● WHAT TO PRODUCE: Report only the number of lines in the following entries where the word "points" occurs.
<<<<
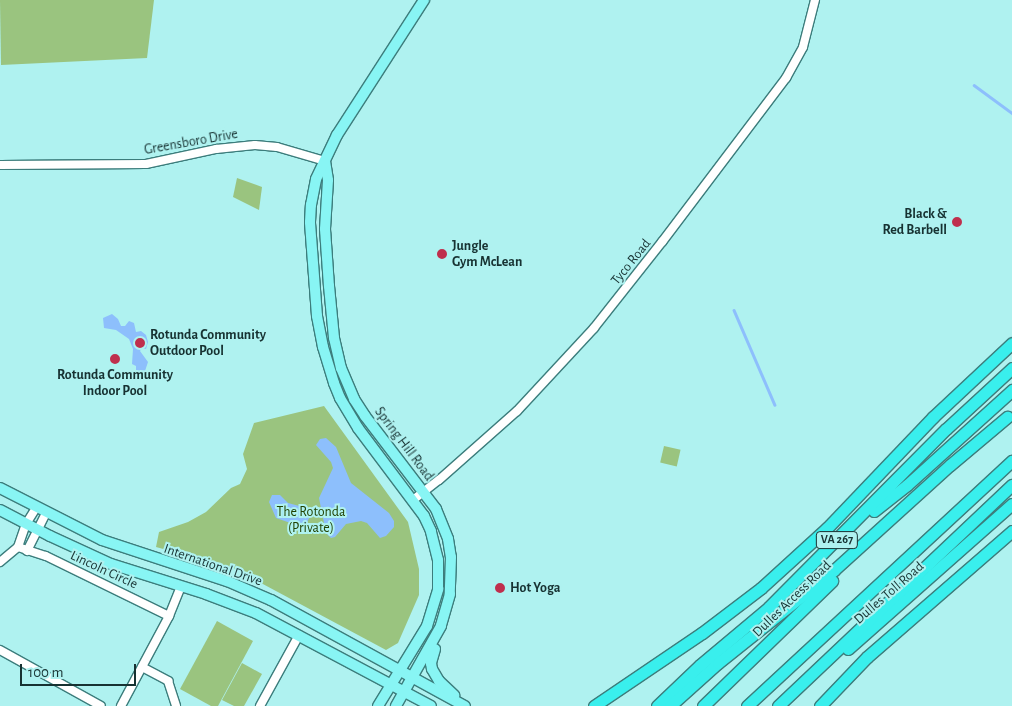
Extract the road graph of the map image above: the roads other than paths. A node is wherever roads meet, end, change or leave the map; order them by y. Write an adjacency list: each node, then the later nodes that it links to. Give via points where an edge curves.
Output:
1 (424, 0): 3 (main road, Spring Hill Road, via 344,124)
2 (815, 0): 12 (street, Tyco Road, via 803,47 786,78 594,328 500,427)
3 (325, 161): 4 (street, Greensboro Drive, via 277,147 255,145 216,149 146,164); 12 (main road, Spring Hill Road, via 329,286 334,338 341,368 365,416); 13 (main road, Spring Hill Road, via 316,179 310,222 317,316 323,347 348,413)
4 (0, 165)
5 (1012, 343): 43 (highway, via 934,417 821,534 761,588 702,633)
6 (1012, 368): 21 (highway, VA 267, via 946,429)
7 (1012, 390): 21 (highway, VA 267, via 907,485)
8 (1009, 415): 45 (highway, via 834,570); 46 (highway, Dulles Access Road)
9 (1012, 461): 47 (highway)
10 (1012, 485): 48 (highway)
11 (0, 488): 15 (main road, International Drive)
12 (424, 493): 13 (street, Tyco Road); 27 (main road, Spring Hill Road, via 442,522 451,556 450,594)
13 (413, 500): 31 (main road, Spring Hill Road, via 428,522 436,546 438,589 427,626)
14 (1012, 504): 49 (highway, Dulles Toll Road)
15 (36, 508): 17 (main road, International Drive); 18 (street)
16 (0, 510): 18 (main road)
17 (46, 513): 19 (street); 31 (main road, International Drive, via 102,540 254,592)
18 (26, 524): 19 (main road); 22 (street)
19 (38, 530): 23 (street); 25 (main road, via 111,564)
20 (1012, 532): 50 (highway, via 867,657)
21 (832, 545): 44 (highway, VA 267, via 769,607)
22 (18, 547): 23 (street, Lincoln Circle); 24 (street)
23 (27, 551): 26 (street, Lincoln Circle, via 46,556)
24 (0, 562)
25 (181, 587): 26 (street); 28 (main road, via 240,606)
26 (169, 616): 30 (street)
27 (442, 626): 32 (main road, Spring Hill Road); 35 (main road, via 431,663 432,670)
28 (299, 635): 33 (main road); 39 (street)
29 (0, 650): 36 (street)
30 (142, 667): 37 (street); 38 (street, via 168,681)
31 (402, 670): 32 (main road, International Drive); 33 (main road, Spring Hill Road)
32 (414, 677): 34 (main road, Spring Hill Road); 35 (main road)
33 (392, 684): 34 (main road); 40 (main road, Spring Hill Road)
34 (405, 691): 41 (main road, Spring Hill Road); 42 (main road)
35 (464, 705)
36 (101, 706)
37 (121, 706)
38 (176, 706)
39 (260, 706)
40 (378, 706)
41 (396, 706)
42 (431, 706)
43 (594, 706)
44 (657, 706)
45 (670, 706)
46 (703, 706)
47 (747, 706)
48 (778, 706)
49 (787, 706)
50 (820, 706)

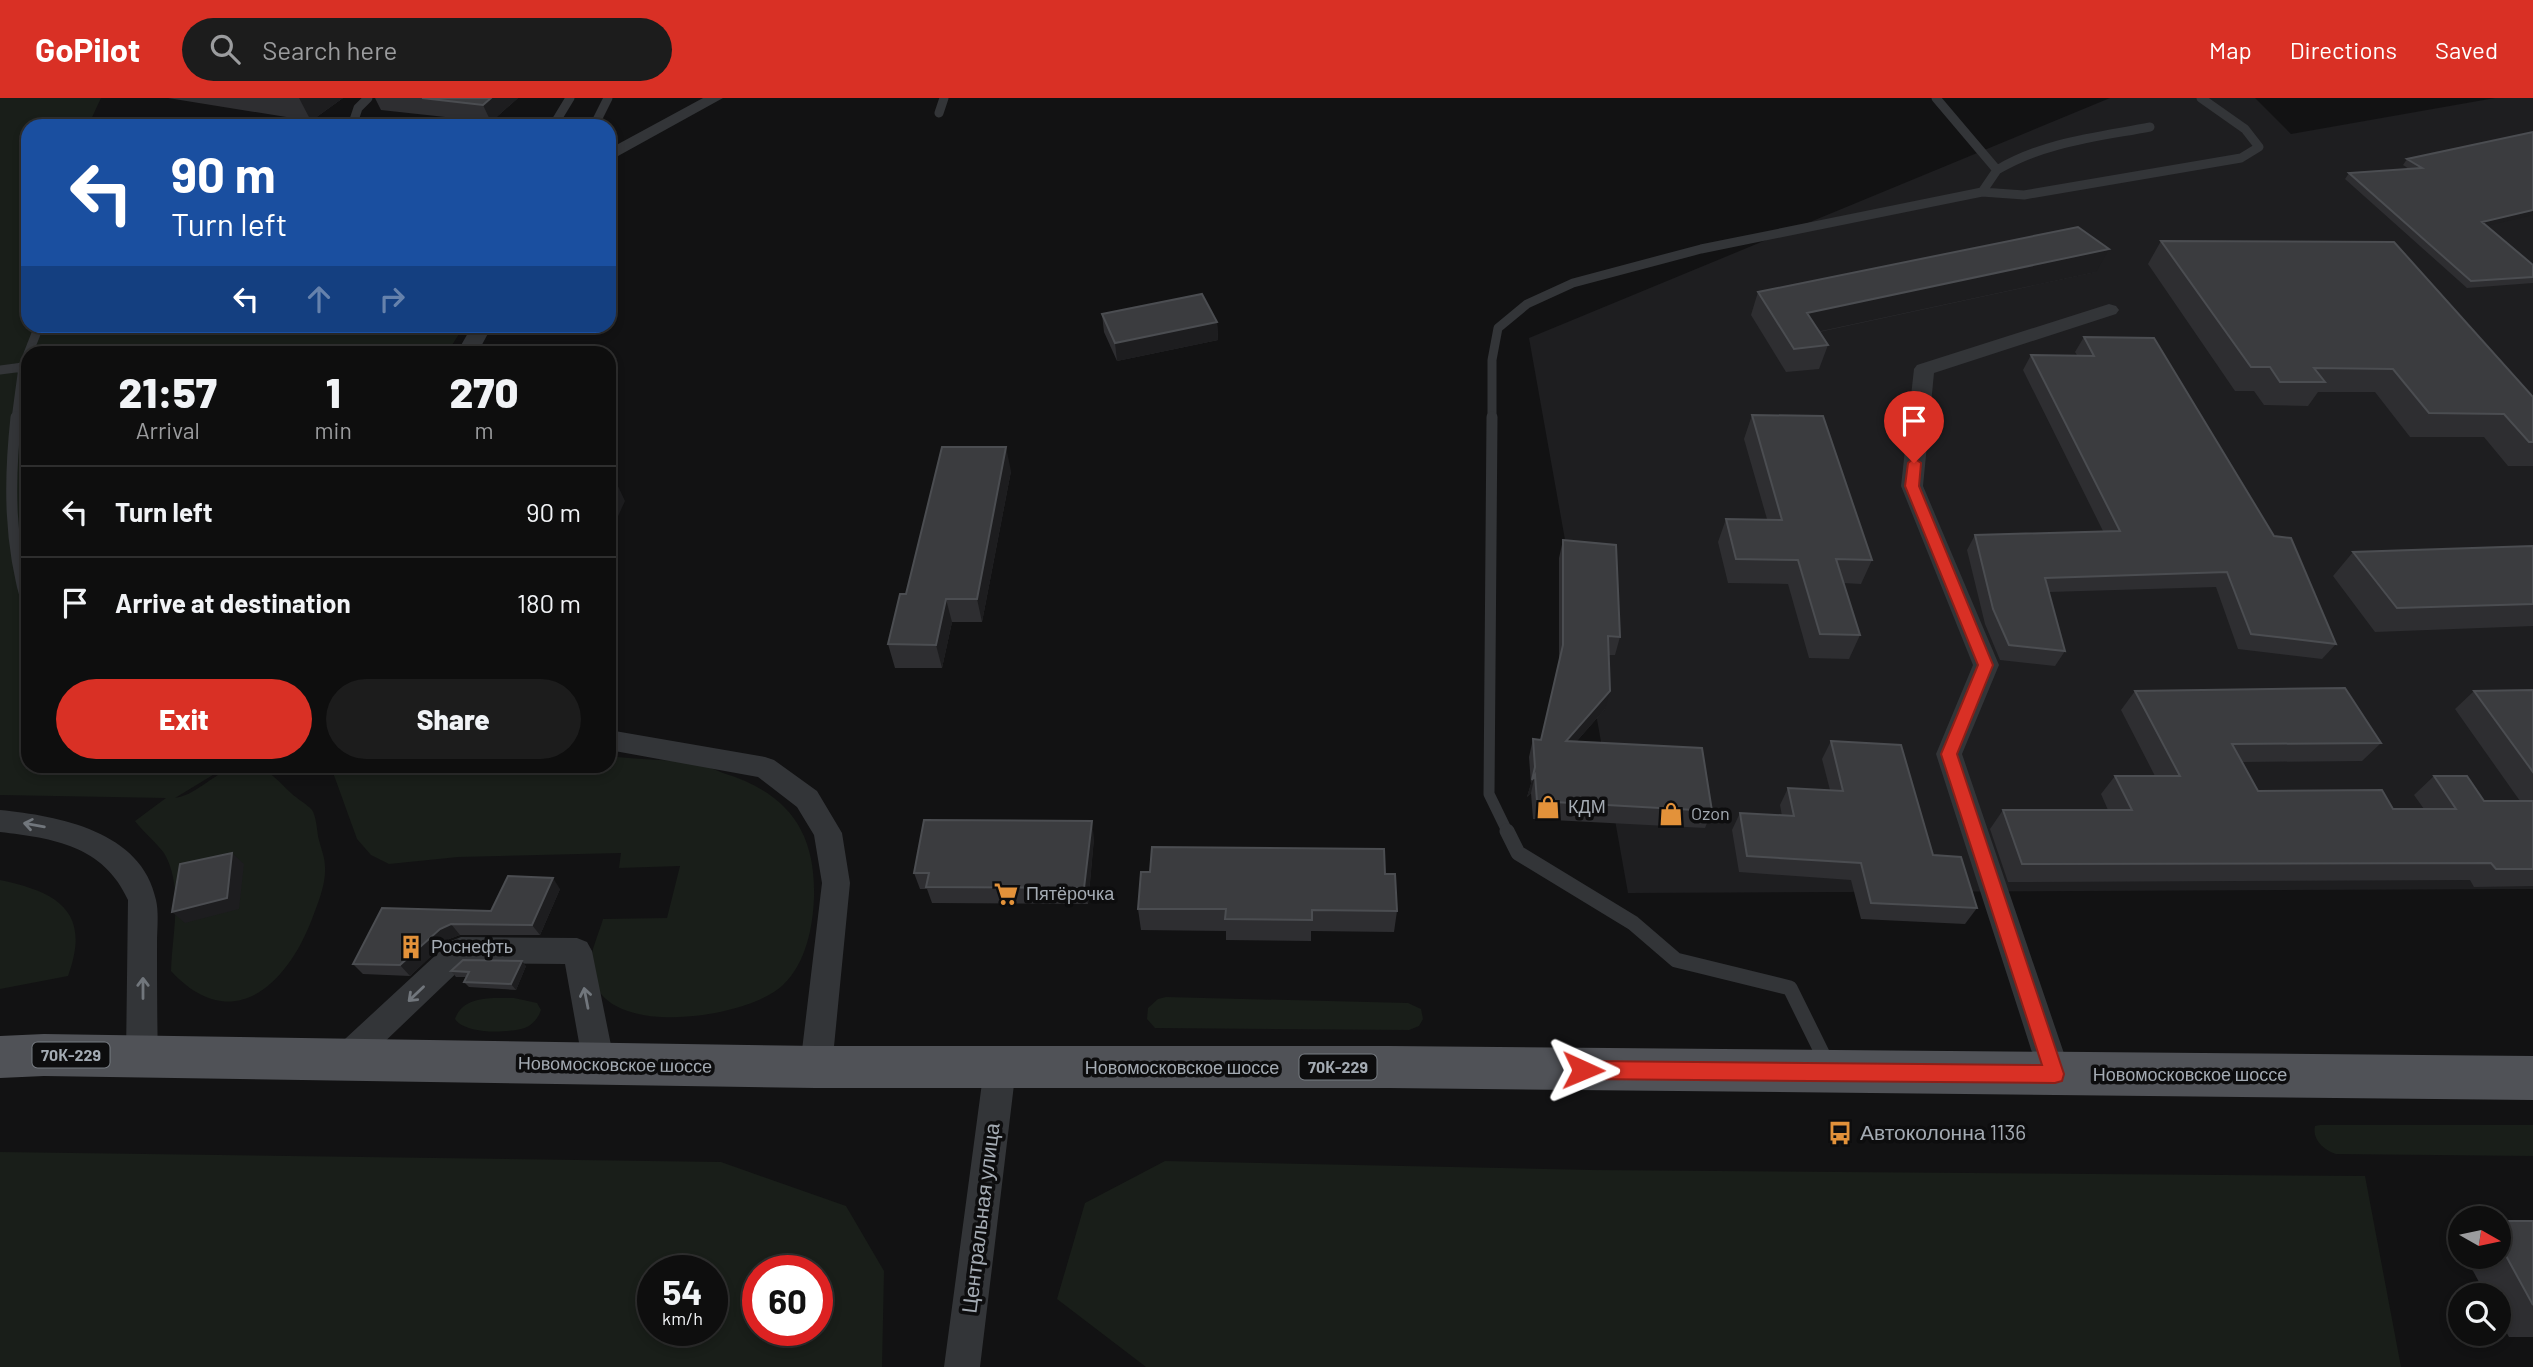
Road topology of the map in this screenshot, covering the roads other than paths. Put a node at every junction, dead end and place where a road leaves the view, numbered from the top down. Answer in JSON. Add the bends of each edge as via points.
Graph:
{"nodes":[{"id":1,"x":368,"y":98,"type":"edge"},
{"id":2,"x":570,"y":98,"type":"edge"},
{"id":3,"x":608,"y":98,"type":"edge"},
{"id":4,"x":715,"y":98,"type":"edge"},
{"id":5,"x":944,"y":98,"type":"edge"},
{"id":6,"x":1936,"y":98,"type":"edge"},
{"id":7,"x":2201,"y":98,"type":"edge"},
{"id":8,"x":939,"y":113,"type":"dead end"},
{"id":9,"x":354,"y":119,"type":"edge"},
{"id":10,"x":557,"y":119,"type":"edge"},
{"id":11,"x":598,"y":119,"type":"edge"},
{"id":12,"x":2150,"y":127,"type":"dead end"},
{"id":13,"x":616,"y":152,"type":"edge"},
{"id":14,"x":1997,"y":170,"type":"junction"},
{"id":15,"x":1982,"y":192,"type":"junction"},
{"id":16,"x":2109,"y":310,"type":"dead end"},
{"id":17,"x":21,"y":368,"type":"edge"},
{"id":18,"x":0,"y":370,"type":"edge"},
{"id":19,"x":21,"y":383,"type":"edge"},
{"id":20,"x":21,"y":593,"type":"edge"},
{"id":21,"x":616,"y":741,"type":"edge"},
{"id":22,"x":0,"y":821,"type":"edge"},
{"id":23,"x":142,"y":1056,"type":"junction"},
{"id":24,"x":0,"y":1057,"type":"edge"},
{"id":25,"x":343,"y":1061,"type":"junction"},
{"id":26,"x":599,"y":1065,"type":"junction"},
{"id":27,"x":816,"y":1067,"type":"junction"},
{"id":28,"x":1000,"y":1068,"type":"junction"},
{"id":29,"x":1832,"y":1073,"type":"junction"},
{"id":30,"x":2055,"y":1074,"type":"junction"},
{"id":31,"x":2533,"y":1078,"type":"edge"},
{"id":32,"x":962,"y":1367,"type":"edge"}],
"edges":[{"from":1,"to":9,"type":"lane"},
{"from":2,"to":10,"type":"lane"},
{"from":3,"to":11,"type":"lane"},
{"from":4,"to":13,"type":"street"},
{"from":5,"to":8,"type":"lane"},
{"from":6,"to":14,"type":"lane"},
{"from":7,"to":15,"type":"lane","via":[[2245,129],[2259,147],[2241,158],[2024,195]]},
{"from":12,"to":14,"type":"lane","via":[[2046,147],[2017,156]]},
{"from":14,"to":15,"type":"lane"},
{"from":15,"to":29,"type":"lane","via":[[1701,249],[1573,283],[1527,304],[1498,328],[1492,360],[1489,794],[1518,853],[1633,923],[1676,960],[1790,988]]},
{"from":16,"to":30,"type":"street","via":[[1924,369],[1912,486],[1986,665],[1949,754]]},
{"from":17,"to":18,"type":"lane"},
{"from":19,"to":20,"type":"lane","via":[[6,496],[15,581]]},
{"from":21,"to":27,"type":"street","via":[[765,768],[807,799],[828,833],[836,883]]},
{"from":23,"to":22,"type":"street","one_way":true,"via":[[142,900],[132,876],[115,857],[89,841],[48,828]]},
{"from":23,"to":24,"type":"main road","name":"Новомосковское шоссе","number":"70К-229"},
{"from":23,"to":25,"type":"main road","name":"Новомосковское шоссе","number":"70К-229"},
{"from":25,"to":26,"type":"main road","name":"Новомосковское шоссе","number":"70К-229"},
{"from":26,"to":25,"type":"street","one_way":true,"via":[[577,951],[461,950]]},
{"from":26,"to":27,"type":"main road","name":"Новомосковское шоссе","number":"70К-229"},
{"from":27,"to":28,"type":"main road","name":"Новомосковское шоссе","number":"70К-229"},
{"from":28,"to":29,"type":"main road","name":"Новомосковское шоссе","number":"70К-229"},
{"from":28,"to":32,"type":"street","name":"Центральная улица"},
{"from":29,"to":30,"type":"main road","name":"Новомосковское шоссе","number":"70К-229"},
{"from":30,"to":31,"type":"main road","name":"Новомосковское шоссе","number":"70К-229"}]}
>>>>
● WRITTEN RESPONSE: 2